Could Google and Publishers one day understand each other? Frankly, I doubt it. Two weeks ago I was in Hyderabad for the dual assembly of the World Association of Newspapers and the World Editors Forums (1).
There, Google-bashing was the life of the party. As I told in last week’s Monday Note (see The Misdirected Revolt of the Dinosaurs) the climax was the “debate” between WAN’s president Gavin O’Reilly and Google’s top lawyer Dave Drummond. One comes from Alpha Centauri, the other from, say, Pandora. For those who want to get to the bottom of the argument, the publisher’s statement is here and Google’s top lawyer defense is here.
In a nutshell, publishers keep complaining about Google’s relentless copyright violations. Tireless Google robots crawl the internet, indexing and displaying snippets in Google News, without paying a red cent for the content they post. As a result, said Gavin O’Reilly, “Google makes tons of money on our back”.

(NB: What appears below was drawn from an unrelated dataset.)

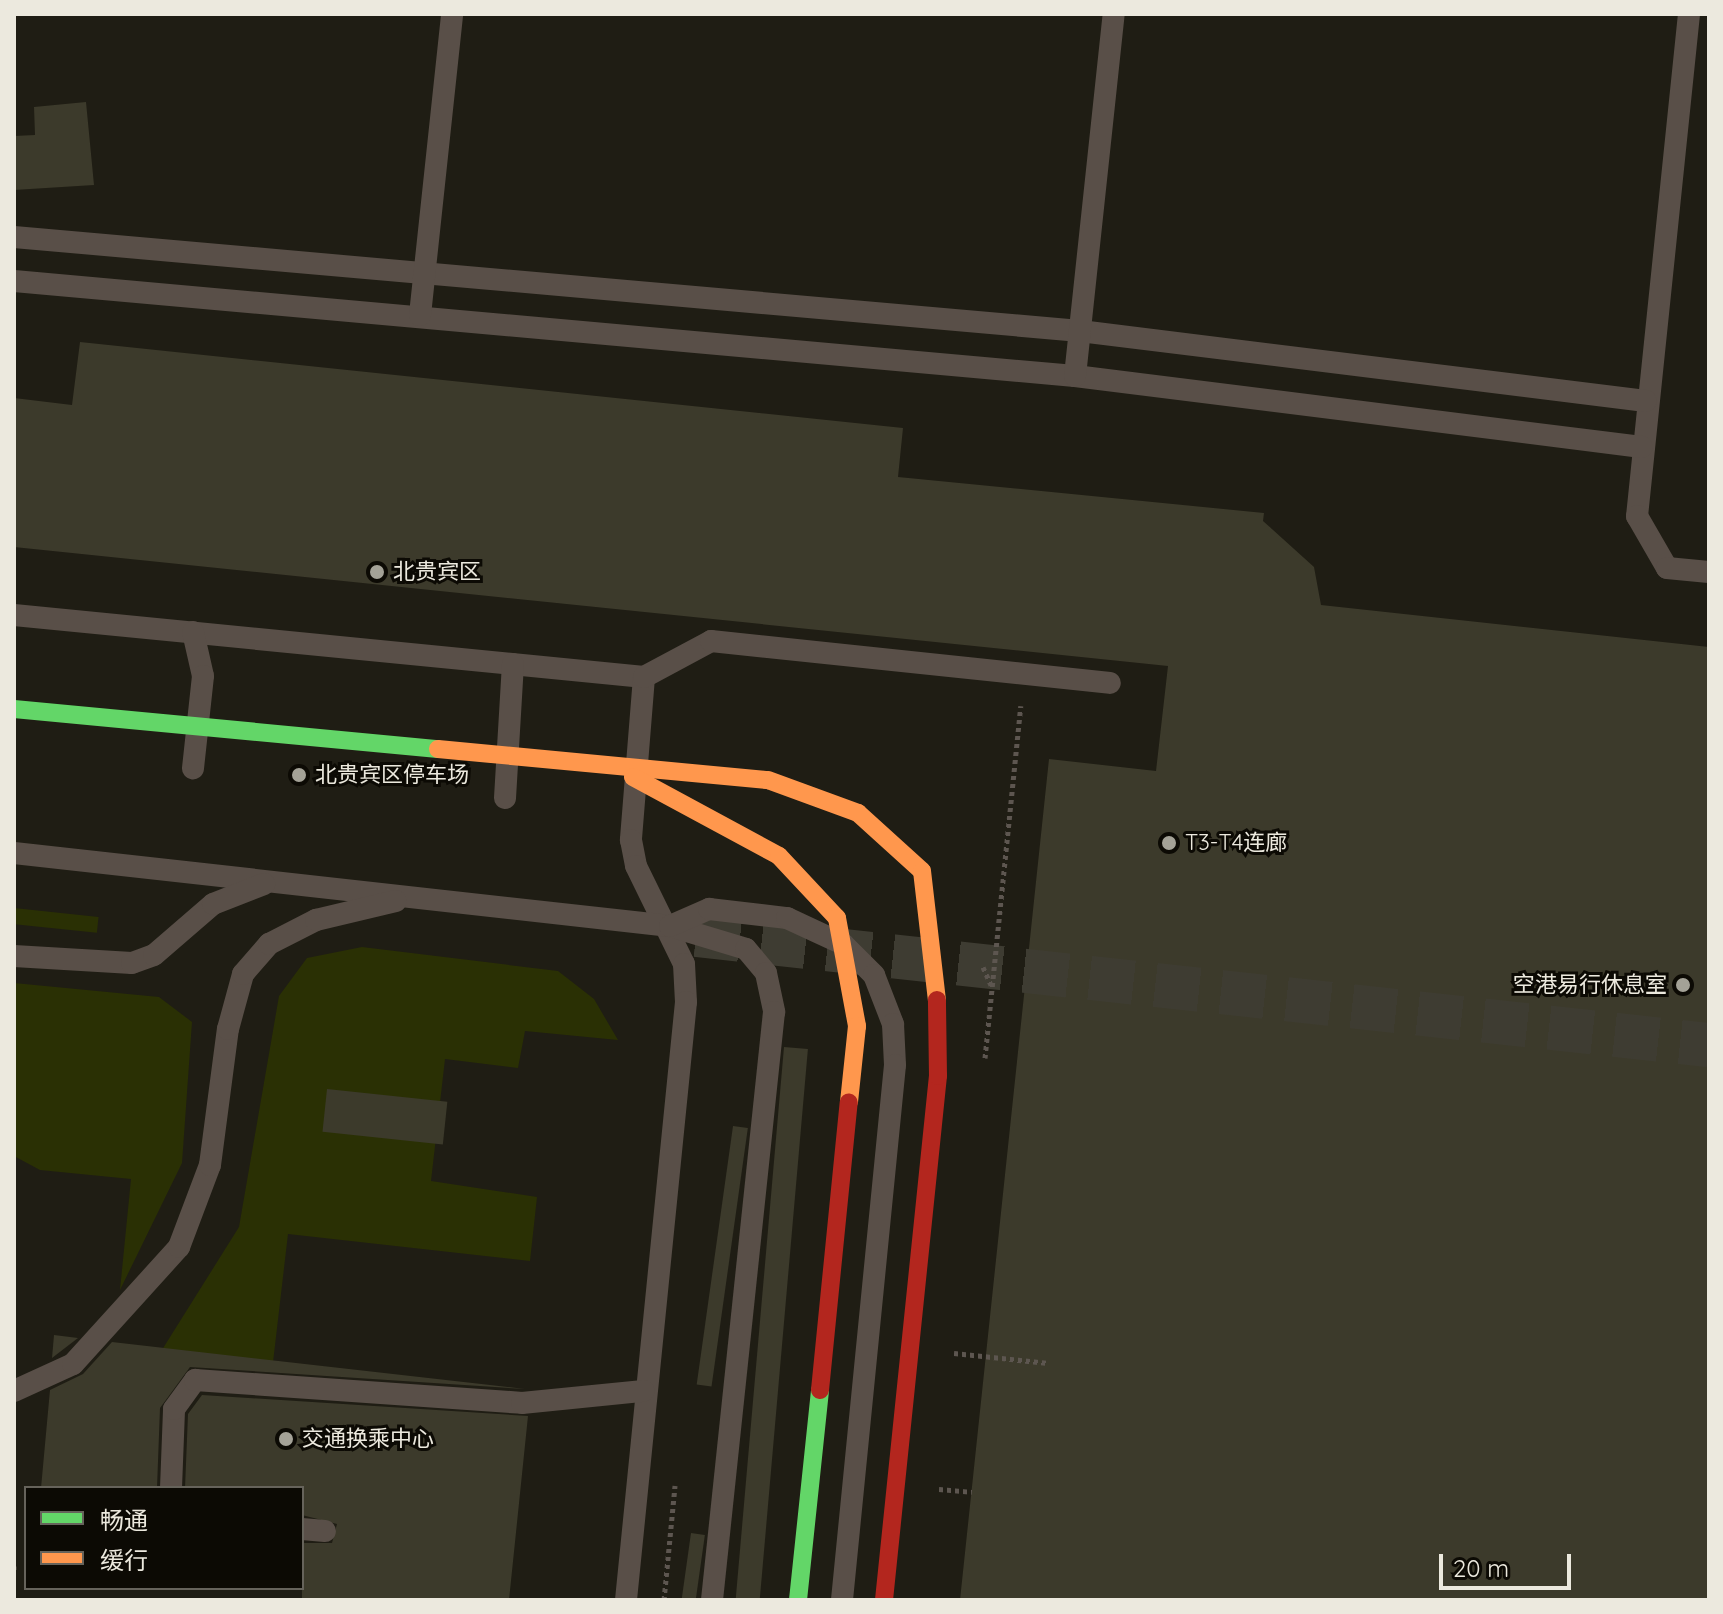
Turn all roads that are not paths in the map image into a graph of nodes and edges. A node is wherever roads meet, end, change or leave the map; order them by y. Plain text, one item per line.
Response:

Dave Drummond’s reply: “We send online news publishers of all types a billion clicks a month from Google News and more than 3 billion additional visits from Search and other Google services. That’s about 100,000 business opportunities – to serve ads or offer subscriptions – every minute. And we don’t charge anything for that!” He added that Google practices were fully compliant with the Fair Use principle.
Fair Use is “A tired rhetoric”, snapped O’Reilly.
At this point the discussion gets technical. And interesting. At stake is this a crucial evolution of copyright, from a binary form (authorized ≠ forbidden) to a more fuzzy concept (use is allowed but restrictions apply). This evolution of copyright is tied to the Creative Commons (coined by Law professor Lawrence Lessig), which define a sort of shape-adjustable notion of intellectual property.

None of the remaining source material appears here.